#### [TASK BRIEF]
What is expected is a word-for-word copy of all the entries.

Saved entries
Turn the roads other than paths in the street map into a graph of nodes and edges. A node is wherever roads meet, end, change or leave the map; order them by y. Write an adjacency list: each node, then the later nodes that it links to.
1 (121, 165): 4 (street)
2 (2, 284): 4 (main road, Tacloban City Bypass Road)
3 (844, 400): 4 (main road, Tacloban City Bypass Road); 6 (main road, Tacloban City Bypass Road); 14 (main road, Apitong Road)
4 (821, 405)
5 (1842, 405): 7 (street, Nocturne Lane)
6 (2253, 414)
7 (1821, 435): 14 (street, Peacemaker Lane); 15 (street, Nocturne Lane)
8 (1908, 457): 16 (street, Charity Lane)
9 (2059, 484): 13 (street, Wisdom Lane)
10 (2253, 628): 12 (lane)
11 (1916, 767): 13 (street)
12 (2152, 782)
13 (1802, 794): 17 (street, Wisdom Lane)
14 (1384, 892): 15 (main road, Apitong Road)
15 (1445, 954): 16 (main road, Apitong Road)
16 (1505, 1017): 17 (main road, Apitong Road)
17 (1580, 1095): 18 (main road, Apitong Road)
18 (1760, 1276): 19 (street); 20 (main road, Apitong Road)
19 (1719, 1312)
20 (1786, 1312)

#### [ANSWER TO THE EXERCISE]
Turn the roads other than paths in the street map into a graph of nodes and edges. A node is wherever roads meet, end, change or leave the map; order them by y. Write an adjacency list: each node, then the later nodes that it links to.
1 (121, 165): 4 (street)
2 (2, 284): 4 (main road, Tacloban City Bypass Road)
3 (844, 400): 4 (main road, Tacloban City Bypass Road); 6 (main road, Tacloban City Bypass Road); 14 (main road, Apitong Road)
4 (821, 405)
5 (1842, 405): 7 (street, Nocturne Lane)
6 (2253, 414)
7 (1821, 435): 14 (street, Peacemaker Lane); 15 (street, Nocturne Lane)
8 (1908, 457): 16 (street, Charity Lane)
9 (2059, 484): 13 (street, Wisdom Lane)
10 (2253, 628): 12 (lane)
11 (1916, 767): 13 (street)
12 (2152, 782)
13 (1802, 794): 17 (street, Wisdom Lane)
14 (1384, 892): 15 (main road, Apitong Road)
15 (1445, 954): 16 (main road, Apitong Road)
16 (1505, 1017): 17 (main road, Apitong Road)
17 (1580, 1095): 18 (main road, Apitong Road)
18 (1760, 1276): 19 (street); 20 (main road, Apitong Road)
19 (1719, 1312)
20 (1786, 1312)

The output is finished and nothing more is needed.